C’est ainsi que la Galerie d'art français ouvrit ses salles à la fin de 1921. Van Deene put écrire à Kickert le 26 novembre sur un papier à lettres à cet en-tête, portant en exergue :

GALERIE D'ART FRANÇAIS

Amsterdam
Prinsengracht 792
j.f. van deene
est acheteur d’œuvres de
jean-louis boussingault
conrad kickert
charles dufresne
andré dunoyer de segonzac
marcel gromaire
jean marchand
luc-albert moreau
paul signac

Mais sur ce même beau papier à la typographie élégante, van Deene consigne dès le 29 décembre (4) ses premières frayeurs. Il est étonné de recevoir une facture du transporteur Robinot se montant à 1.145 francs (5) et commence à découvrir les difficultés de l’entreprise : "... les passavants (6) ne sont valables que six mois. C’est bien court. Il est possible que les six premiers mois on ne vende rien et tout à coup après huit mois, pour deux mille florins. Le métier de marchand de tableaux me paraît vraiment incertain. Si pendant cinq mois nous n’avons pas de réussite – et sans parler de la survie de l’affaire – est-ce que (la galerie) Marseille voudra bien remplacer par de nouvelles toiles celles qui lui auront été retournées, et dans ce cas par de bonnes toiles ? Y avez-vous songé ? A mon avis ce passavant nous oblige à sortir le grand jeu et cela ne me paraît pas bon. On ne peut forcer les gens. Si la galerie n’a pas de succès dès le début, elle sera à plat en juin. Évidemment je ferai tout mon possible pour vendre, mais je n’ai pas tous les atouts en main. Et je serais désolé si, en juin, les bases sur lesquelles l’affaire est, en quelque sorte, bâtie s’effondraient. Il faut bien y penser". Heureusement le pire n’est pas toujours sûr et la galerie passa ce cap.

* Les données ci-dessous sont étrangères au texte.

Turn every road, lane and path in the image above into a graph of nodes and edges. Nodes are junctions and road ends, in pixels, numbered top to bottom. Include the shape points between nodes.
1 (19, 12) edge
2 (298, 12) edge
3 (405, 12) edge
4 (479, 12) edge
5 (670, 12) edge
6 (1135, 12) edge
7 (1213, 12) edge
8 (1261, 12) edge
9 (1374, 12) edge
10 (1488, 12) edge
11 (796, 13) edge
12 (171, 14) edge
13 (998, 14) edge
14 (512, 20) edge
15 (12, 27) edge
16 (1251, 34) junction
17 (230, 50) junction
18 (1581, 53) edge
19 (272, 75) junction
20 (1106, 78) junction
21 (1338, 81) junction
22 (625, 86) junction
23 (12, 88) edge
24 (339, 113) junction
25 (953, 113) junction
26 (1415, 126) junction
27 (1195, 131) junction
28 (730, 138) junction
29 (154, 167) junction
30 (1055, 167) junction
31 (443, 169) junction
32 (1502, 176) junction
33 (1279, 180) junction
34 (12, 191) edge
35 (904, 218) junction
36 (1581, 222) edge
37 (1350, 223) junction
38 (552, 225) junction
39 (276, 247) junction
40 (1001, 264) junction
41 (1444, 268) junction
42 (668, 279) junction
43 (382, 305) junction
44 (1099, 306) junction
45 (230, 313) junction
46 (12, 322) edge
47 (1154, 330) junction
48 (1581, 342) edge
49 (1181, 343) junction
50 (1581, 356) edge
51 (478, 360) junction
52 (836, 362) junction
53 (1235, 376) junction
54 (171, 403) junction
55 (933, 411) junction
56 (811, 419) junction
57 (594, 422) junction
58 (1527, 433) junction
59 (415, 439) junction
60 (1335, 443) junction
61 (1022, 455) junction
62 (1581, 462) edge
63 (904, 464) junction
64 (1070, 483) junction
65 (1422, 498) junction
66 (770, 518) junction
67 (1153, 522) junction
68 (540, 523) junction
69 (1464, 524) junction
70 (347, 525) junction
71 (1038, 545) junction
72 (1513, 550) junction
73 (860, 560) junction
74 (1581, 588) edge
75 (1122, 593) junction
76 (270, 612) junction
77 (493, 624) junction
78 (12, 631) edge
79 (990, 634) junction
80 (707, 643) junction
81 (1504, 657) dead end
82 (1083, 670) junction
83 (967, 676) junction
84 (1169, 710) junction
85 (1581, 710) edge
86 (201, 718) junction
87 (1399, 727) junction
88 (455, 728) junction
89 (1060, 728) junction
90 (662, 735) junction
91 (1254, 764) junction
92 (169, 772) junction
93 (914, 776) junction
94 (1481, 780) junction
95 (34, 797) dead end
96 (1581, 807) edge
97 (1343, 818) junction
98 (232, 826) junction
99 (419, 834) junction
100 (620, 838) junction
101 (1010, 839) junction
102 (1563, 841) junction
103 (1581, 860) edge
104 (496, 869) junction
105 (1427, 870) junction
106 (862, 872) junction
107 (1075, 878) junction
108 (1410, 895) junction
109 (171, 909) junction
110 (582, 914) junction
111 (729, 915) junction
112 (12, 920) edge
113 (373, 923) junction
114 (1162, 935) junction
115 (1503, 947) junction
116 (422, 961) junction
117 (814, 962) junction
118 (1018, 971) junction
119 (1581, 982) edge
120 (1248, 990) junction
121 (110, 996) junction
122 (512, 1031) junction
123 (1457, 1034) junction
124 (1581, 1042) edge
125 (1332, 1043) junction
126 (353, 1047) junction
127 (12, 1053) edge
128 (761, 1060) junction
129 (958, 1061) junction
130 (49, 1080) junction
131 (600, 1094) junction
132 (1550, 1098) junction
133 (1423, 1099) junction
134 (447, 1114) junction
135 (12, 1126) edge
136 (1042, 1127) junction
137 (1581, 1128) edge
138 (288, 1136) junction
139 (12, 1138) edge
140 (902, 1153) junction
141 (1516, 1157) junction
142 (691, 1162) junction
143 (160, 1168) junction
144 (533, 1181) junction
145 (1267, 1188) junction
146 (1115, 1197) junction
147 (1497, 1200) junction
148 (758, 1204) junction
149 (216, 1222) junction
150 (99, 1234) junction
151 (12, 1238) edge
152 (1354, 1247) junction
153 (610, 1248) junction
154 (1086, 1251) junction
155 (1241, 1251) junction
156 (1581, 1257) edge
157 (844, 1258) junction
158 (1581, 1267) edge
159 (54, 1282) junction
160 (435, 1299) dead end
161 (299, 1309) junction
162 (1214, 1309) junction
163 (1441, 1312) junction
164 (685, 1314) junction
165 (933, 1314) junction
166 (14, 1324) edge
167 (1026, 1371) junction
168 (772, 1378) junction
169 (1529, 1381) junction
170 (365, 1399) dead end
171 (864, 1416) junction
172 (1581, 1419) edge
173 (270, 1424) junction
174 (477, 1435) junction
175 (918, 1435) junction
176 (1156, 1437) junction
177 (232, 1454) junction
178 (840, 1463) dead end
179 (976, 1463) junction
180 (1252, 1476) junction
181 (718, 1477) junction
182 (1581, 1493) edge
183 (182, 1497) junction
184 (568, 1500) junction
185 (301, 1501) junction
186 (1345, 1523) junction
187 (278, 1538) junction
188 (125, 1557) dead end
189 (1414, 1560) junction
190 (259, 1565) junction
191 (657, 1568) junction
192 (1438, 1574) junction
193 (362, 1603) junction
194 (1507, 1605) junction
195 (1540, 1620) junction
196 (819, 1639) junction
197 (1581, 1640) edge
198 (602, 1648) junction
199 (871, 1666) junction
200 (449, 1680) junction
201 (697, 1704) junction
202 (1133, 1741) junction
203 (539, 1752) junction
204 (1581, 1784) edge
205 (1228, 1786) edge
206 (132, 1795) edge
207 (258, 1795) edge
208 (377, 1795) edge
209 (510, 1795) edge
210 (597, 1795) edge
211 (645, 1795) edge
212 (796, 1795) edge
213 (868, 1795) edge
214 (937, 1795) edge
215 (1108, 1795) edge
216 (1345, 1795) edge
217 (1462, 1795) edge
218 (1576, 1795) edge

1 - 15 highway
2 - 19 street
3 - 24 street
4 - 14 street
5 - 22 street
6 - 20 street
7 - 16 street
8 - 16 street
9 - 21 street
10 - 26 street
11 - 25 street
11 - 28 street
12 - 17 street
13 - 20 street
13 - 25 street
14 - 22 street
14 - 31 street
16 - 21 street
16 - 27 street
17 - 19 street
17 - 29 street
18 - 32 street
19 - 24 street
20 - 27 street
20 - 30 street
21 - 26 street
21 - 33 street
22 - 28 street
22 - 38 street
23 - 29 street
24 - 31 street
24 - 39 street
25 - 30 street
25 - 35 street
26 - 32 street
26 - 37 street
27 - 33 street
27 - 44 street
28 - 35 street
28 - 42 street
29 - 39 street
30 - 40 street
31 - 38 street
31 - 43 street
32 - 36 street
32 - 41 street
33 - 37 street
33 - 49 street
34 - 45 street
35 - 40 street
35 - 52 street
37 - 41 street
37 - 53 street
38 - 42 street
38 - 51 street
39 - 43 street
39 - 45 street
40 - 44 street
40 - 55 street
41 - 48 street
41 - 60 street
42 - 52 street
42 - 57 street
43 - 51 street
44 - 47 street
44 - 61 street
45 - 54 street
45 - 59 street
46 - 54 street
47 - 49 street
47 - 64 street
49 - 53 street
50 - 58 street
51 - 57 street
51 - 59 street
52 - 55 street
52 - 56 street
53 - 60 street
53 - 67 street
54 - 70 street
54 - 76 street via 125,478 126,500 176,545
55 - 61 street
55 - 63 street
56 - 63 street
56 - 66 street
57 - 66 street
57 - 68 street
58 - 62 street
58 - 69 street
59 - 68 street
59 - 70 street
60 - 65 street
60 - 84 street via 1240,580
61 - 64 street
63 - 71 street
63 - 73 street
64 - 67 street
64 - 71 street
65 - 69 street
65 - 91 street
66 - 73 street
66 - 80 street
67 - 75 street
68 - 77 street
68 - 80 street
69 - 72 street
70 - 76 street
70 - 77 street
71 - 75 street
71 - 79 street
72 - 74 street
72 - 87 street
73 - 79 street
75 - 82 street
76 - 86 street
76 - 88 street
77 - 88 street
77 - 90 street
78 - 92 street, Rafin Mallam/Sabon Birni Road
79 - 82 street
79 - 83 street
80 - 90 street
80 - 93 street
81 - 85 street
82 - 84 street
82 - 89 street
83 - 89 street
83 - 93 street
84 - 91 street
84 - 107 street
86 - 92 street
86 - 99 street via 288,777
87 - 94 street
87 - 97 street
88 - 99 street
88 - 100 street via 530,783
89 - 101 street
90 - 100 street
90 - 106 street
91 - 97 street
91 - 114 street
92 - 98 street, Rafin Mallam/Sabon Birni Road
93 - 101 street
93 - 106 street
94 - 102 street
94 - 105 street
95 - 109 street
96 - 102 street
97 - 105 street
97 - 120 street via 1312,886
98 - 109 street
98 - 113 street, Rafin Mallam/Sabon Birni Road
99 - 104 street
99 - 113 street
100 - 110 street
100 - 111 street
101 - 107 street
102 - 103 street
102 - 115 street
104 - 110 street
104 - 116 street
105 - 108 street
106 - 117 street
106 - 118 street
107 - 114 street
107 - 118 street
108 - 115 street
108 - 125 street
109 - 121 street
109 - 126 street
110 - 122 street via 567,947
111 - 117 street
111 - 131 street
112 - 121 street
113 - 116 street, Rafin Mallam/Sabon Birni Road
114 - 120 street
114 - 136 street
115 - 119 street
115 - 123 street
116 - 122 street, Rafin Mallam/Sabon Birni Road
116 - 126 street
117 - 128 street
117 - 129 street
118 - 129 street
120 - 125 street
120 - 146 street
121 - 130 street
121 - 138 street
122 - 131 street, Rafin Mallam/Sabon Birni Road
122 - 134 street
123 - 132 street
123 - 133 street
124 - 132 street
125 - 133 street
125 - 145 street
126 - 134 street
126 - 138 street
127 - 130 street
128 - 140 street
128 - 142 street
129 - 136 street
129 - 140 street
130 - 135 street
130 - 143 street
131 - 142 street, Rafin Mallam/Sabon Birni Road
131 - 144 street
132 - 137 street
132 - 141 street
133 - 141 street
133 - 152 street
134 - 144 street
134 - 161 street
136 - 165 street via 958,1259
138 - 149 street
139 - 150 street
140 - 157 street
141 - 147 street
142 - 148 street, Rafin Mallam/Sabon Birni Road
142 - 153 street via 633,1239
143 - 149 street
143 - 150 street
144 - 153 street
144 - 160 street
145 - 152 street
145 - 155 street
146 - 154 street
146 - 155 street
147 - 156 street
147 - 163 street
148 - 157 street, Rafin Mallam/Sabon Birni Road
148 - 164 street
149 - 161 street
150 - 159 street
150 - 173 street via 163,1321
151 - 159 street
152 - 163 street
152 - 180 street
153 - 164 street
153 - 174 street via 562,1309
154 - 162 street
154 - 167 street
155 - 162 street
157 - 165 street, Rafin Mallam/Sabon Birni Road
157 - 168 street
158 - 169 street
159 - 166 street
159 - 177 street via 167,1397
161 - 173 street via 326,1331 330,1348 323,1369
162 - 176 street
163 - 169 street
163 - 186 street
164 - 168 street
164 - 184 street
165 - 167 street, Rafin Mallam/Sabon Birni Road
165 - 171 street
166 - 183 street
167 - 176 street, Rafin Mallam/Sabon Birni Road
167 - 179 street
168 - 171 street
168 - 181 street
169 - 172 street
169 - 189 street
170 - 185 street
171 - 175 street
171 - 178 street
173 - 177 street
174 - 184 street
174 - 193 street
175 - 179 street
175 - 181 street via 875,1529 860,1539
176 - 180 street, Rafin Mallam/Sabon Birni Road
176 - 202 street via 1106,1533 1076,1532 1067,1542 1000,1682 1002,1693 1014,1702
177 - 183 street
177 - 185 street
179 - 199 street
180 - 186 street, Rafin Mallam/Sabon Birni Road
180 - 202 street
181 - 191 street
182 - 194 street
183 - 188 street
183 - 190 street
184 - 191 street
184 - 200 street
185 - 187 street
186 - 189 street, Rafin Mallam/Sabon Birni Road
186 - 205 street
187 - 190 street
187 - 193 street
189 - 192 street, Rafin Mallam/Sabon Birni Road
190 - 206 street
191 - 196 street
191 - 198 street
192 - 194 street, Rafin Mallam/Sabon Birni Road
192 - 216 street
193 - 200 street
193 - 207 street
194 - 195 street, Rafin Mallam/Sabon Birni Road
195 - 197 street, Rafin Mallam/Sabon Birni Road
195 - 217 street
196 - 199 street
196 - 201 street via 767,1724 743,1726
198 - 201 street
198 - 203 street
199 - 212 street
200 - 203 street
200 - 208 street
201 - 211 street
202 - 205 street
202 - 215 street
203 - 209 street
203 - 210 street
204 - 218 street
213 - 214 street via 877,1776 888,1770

(1) : Dans ses mémoires intitulées "Rechtvaardiging" et publiées in "Central Museum Utrecht Mededelingen", n° 16-17 de Mars 1977, van Deene évoque les réceptions du dimanche soir chez CK à cette époque.
(2) : Soit, en pouvoir d’achat, 60.000 €. Les renseignements sur cet épisode proviennent des lettres de Kasper et Jo Niehaus à CK et, pour la suite, des lettres de van Deene à CK (archives Gard-Kickert).
(3) : A l'exception d'une pièce contiguë qui était la propriété de Mary de Breuk et qui fut par elle louée à van Deene, contre un loyer que devait encaisser pour elle son homme d'affaires, M. Schuver. Celui-ci eut fort à faire (lettre à CK, archives Gard-Kickert).
(4) : Lettre à CK (archives Gard-Kickert).
(5) : Soit environ 1.750 €.
(6) : Autorisations d'importation temporaire délivrées par les douanes.